The RE2PECT spot opens with Jeter walking to the plate at home in the Bronx. He adjusts the brim of his batting helmet. The opposing pitcher looking in to his catcher for the sign tugs the brim of his Boston cap down lower. The Yankees’ third base coach taps the brim of his helmet to relay a dugout message to the hitter. The fans in the stadium, including director Spike Lee and 9/11 Mayor Rudy Giuliani, then tip their caps to the Yankee captain. On the streets of New York City cabbies, cops, firemen, a hotel doorman in an elaborate uniform, more fans and sundry celebrities pause to tip their caps to Jeter. It’s enough to make a middle-aged and sentimental sports fan grow misty eyed.

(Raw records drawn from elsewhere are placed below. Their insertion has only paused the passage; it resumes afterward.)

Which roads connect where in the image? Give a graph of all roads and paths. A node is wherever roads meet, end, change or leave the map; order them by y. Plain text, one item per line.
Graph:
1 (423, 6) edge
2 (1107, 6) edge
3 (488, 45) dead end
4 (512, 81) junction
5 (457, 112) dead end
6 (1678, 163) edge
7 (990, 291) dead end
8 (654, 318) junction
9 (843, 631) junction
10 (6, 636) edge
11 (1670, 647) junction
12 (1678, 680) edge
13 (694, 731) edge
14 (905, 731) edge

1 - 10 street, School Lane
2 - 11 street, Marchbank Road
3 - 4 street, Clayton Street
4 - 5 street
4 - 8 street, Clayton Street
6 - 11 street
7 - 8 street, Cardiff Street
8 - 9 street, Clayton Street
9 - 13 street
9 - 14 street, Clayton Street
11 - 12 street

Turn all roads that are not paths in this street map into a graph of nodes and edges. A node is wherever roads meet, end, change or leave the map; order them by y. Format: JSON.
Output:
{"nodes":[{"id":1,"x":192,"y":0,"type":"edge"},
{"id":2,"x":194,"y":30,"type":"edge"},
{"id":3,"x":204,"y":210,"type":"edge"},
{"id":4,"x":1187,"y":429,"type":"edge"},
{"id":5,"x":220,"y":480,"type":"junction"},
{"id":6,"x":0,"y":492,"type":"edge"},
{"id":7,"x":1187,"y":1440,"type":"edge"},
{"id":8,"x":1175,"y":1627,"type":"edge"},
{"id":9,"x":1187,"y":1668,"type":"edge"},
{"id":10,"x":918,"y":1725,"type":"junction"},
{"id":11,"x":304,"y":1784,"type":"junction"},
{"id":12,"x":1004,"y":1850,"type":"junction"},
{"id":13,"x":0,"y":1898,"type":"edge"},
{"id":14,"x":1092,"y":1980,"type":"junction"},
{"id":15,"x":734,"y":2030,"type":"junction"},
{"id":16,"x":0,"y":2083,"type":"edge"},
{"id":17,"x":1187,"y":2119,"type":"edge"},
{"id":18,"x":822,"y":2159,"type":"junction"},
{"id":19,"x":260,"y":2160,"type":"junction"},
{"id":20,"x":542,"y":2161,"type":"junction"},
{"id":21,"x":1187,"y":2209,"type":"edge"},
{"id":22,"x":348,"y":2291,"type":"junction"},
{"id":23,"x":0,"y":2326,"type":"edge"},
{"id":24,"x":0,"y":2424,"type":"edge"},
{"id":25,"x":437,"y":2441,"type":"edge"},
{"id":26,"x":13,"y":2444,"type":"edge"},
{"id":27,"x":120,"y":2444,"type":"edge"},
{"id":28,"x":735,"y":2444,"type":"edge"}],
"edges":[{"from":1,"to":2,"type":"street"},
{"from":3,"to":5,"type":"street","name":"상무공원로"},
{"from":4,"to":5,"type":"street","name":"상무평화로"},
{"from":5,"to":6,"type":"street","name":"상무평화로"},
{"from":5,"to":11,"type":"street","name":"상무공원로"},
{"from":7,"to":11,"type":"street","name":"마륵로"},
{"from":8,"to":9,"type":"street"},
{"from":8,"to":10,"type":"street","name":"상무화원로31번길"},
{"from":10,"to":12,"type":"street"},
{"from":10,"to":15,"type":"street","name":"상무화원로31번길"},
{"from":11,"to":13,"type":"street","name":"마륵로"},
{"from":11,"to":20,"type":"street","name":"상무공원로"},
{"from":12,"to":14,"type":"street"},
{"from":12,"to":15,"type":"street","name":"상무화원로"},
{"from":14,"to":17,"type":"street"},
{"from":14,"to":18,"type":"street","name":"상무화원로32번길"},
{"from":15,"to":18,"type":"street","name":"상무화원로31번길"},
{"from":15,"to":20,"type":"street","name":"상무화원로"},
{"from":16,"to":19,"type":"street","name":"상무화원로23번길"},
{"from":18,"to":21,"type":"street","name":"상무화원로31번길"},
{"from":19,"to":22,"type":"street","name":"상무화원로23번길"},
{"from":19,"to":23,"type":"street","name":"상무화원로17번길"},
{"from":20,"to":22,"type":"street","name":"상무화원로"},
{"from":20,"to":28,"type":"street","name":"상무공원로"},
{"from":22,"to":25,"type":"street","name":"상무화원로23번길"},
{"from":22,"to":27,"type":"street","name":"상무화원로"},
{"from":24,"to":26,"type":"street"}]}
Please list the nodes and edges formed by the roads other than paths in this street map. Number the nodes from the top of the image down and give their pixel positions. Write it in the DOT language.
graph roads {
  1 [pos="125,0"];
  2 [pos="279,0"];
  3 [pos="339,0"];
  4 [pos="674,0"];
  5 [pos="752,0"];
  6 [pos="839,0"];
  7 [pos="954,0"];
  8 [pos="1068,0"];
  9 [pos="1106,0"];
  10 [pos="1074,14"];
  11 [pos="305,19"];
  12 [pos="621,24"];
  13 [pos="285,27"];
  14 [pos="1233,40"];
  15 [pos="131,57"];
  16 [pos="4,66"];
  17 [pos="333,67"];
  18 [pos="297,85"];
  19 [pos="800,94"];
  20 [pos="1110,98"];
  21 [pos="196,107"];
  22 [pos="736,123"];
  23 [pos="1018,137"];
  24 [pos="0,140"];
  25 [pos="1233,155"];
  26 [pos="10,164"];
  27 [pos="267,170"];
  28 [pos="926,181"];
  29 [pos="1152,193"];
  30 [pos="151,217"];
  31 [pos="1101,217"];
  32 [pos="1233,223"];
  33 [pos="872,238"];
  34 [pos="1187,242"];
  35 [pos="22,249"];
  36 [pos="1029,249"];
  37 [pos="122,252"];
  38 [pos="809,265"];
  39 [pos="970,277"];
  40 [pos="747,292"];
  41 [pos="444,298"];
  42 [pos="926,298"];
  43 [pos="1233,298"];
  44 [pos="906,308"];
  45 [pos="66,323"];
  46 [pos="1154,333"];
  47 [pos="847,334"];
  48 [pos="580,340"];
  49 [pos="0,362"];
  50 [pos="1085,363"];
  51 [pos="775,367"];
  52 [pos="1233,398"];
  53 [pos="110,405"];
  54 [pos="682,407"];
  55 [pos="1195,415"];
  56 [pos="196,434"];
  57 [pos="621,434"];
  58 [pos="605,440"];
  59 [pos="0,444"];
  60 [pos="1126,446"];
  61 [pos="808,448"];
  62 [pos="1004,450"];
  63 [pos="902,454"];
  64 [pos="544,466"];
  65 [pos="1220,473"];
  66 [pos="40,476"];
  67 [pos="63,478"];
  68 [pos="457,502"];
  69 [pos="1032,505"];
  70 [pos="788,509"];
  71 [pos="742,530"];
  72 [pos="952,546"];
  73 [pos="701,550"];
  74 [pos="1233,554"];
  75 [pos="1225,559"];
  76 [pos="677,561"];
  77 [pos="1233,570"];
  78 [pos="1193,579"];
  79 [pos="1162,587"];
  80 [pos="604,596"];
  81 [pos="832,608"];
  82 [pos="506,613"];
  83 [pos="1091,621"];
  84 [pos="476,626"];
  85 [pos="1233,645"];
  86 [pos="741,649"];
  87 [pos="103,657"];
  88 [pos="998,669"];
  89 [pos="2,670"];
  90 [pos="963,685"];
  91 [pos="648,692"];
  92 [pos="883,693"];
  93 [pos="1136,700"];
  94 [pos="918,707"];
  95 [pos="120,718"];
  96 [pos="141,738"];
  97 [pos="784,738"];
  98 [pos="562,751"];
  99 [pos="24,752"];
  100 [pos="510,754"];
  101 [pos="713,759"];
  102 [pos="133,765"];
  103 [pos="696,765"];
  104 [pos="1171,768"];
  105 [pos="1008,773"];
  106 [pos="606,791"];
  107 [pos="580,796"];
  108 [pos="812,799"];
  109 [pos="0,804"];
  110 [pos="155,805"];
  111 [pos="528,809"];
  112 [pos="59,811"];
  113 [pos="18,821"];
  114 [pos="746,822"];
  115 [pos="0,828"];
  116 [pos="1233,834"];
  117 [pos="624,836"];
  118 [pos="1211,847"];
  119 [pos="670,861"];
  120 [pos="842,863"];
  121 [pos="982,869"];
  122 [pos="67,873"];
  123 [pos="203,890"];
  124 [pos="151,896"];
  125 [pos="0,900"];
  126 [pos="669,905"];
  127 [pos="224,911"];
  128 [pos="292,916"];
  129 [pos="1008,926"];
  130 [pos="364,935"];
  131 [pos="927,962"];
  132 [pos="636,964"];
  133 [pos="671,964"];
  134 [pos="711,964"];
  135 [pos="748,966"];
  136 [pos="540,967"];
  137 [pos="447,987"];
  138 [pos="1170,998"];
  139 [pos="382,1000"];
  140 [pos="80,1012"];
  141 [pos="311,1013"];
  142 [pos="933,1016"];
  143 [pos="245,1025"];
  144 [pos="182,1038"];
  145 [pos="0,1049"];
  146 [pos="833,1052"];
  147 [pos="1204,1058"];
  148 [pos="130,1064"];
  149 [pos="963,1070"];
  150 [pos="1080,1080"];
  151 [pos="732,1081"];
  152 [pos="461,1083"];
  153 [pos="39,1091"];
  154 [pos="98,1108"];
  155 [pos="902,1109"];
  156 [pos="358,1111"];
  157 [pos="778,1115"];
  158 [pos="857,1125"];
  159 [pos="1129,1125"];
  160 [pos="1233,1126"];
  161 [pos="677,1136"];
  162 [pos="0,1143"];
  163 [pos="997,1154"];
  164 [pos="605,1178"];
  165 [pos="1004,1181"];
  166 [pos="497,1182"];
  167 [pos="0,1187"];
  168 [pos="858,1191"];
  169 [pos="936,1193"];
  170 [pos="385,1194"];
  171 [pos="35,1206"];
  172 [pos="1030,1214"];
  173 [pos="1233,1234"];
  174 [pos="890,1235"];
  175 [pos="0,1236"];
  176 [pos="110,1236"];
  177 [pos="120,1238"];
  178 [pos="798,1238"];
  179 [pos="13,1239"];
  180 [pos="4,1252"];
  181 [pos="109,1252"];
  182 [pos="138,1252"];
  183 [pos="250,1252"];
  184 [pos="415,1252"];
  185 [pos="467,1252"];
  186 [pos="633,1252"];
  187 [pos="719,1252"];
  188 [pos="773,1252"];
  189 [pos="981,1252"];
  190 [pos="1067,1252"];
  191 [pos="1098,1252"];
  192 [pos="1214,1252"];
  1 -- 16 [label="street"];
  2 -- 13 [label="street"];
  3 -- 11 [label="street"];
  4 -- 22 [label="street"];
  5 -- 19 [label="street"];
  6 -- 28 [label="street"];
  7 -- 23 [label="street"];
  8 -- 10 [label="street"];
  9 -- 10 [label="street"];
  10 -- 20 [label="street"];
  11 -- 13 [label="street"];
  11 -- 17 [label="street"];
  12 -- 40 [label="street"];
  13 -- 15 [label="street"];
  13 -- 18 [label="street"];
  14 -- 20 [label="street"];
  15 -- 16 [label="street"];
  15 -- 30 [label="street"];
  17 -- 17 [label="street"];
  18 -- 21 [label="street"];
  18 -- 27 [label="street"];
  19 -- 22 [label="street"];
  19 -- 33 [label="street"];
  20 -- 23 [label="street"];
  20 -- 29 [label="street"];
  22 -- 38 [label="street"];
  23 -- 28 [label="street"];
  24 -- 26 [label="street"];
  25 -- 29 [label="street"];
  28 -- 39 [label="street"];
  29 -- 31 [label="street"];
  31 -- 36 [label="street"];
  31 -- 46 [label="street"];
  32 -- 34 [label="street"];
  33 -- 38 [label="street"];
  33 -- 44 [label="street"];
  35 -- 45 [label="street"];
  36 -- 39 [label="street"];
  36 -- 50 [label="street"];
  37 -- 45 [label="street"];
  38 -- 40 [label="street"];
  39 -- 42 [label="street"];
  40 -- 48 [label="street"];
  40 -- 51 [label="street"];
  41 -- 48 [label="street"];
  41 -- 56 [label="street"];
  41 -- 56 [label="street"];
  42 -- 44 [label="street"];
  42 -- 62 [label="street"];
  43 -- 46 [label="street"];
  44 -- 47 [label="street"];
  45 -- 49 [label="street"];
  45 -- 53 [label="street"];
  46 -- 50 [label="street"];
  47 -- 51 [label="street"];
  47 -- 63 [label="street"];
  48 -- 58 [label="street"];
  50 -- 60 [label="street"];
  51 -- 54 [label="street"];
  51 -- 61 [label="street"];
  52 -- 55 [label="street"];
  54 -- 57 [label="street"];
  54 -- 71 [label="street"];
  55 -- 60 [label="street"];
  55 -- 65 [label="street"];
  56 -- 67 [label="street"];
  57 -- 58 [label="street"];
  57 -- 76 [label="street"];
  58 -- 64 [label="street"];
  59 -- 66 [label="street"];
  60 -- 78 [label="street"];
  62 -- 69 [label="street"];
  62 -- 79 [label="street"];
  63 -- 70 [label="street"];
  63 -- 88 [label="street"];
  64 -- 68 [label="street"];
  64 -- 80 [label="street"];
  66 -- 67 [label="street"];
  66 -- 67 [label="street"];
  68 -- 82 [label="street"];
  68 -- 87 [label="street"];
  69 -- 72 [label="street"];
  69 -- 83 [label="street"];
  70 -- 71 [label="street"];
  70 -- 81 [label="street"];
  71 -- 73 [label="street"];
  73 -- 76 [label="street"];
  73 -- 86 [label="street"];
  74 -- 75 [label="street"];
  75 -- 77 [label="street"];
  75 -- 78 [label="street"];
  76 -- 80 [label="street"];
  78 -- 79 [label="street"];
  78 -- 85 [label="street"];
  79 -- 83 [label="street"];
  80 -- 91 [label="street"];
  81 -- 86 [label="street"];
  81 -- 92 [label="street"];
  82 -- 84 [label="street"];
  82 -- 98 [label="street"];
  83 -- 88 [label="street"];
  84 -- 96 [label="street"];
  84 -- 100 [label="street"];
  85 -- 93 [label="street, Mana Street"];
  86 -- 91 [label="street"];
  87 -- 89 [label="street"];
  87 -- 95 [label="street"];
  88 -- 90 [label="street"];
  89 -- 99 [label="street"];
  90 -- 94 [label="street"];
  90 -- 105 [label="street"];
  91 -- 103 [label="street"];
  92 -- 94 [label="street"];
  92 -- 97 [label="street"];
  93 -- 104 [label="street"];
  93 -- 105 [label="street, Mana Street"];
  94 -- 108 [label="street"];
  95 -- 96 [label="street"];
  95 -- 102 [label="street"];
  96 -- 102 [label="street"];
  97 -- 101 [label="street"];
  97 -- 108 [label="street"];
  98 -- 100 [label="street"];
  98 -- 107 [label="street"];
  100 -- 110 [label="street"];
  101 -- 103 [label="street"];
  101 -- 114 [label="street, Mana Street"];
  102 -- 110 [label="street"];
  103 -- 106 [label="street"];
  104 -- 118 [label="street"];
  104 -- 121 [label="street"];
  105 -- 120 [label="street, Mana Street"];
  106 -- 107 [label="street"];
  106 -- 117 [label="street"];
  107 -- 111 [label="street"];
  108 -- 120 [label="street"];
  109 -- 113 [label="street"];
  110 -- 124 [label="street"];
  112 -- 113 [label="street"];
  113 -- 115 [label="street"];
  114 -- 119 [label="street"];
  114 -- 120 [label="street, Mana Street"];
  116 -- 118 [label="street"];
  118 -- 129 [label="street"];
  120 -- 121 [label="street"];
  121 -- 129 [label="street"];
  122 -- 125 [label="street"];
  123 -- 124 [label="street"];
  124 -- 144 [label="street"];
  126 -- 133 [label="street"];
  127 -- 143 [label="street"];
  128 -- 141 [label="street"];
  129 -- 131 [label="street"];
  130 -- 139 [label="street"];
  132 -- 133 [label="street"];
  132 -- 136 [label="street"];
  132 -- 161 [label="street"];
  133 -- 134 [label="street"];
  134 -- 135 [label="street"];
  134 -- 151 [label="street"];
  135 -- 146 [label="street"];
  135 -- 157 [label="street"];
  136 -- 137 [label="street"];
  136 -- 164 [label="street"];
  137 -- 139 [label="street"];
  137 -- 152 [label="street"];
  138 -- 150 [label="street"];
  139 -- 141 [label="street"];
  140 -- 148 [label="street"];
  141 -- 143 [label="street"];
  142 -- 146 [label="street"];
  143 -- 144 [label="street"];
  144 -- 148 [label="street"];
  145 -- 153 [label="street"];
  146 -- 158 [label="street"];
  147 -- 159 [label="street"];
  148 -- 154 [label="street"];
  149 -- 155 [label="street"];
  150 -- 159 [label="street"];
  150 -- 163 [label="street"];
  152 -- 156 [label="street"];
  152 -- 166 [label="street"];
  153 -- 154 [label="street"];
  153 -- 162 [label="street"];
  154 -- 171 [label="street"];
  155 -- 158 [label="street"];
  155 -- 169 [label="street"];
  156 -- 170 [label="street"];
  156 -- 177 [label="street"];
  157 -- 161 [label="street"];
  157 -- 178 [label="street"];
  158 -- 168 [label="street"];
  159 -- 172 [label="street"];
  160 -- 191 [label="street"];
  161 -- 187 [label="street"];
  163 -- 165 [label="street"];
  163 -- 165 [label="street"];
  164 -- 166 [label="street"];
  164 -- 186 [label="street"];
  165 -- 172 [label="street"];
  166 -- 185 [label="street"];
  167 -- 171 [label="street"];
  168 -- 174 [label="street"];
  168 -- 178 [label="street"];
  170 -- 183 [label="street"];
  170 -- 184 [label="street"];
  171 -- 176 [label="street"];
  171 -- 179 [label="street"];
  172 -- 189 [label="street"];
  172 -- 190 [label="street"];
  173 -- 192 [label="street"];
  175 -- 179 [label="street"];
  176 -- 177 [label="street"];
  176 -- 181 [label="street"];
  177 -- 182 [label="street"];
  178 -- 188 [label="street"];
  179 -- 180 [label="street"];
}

Instant nostalgia is neatly avoided with instances of humour akin to a fade-away slide: the faces of three Jeter-saluting cross-town rival New York Mets along with their hydrocephalic mascot Mr. Met are conspicuously pixilated to ensure anonymity.

 
There is one simple, fundamental law in advertising. The target audience/market must receive something of equal or greater value in exchange for the time and attention however requested/suggested by the brand. RE2PECT, like all Nike commercials, is beautifully shot. Evocative of times we remember as playground dreamers and the grey swiftness of those later days when pick up games and hardcore fandom revealed themselves as the only viable options. The RE2PECT ad is a tribute and a grateful thank you to a class act. It is entertaining; it feels good; it is a brand equity home run. It also reinvigorates awareness of the company’s Michael Jordan branded line of sports gear. But Nike couldn’t leave it at that. Unfortunately you can buy the RE2PECT t-shirt and the RE2PECT hat - complete with Jeter’s baseball number and Jordan’s basketball logo silhouette.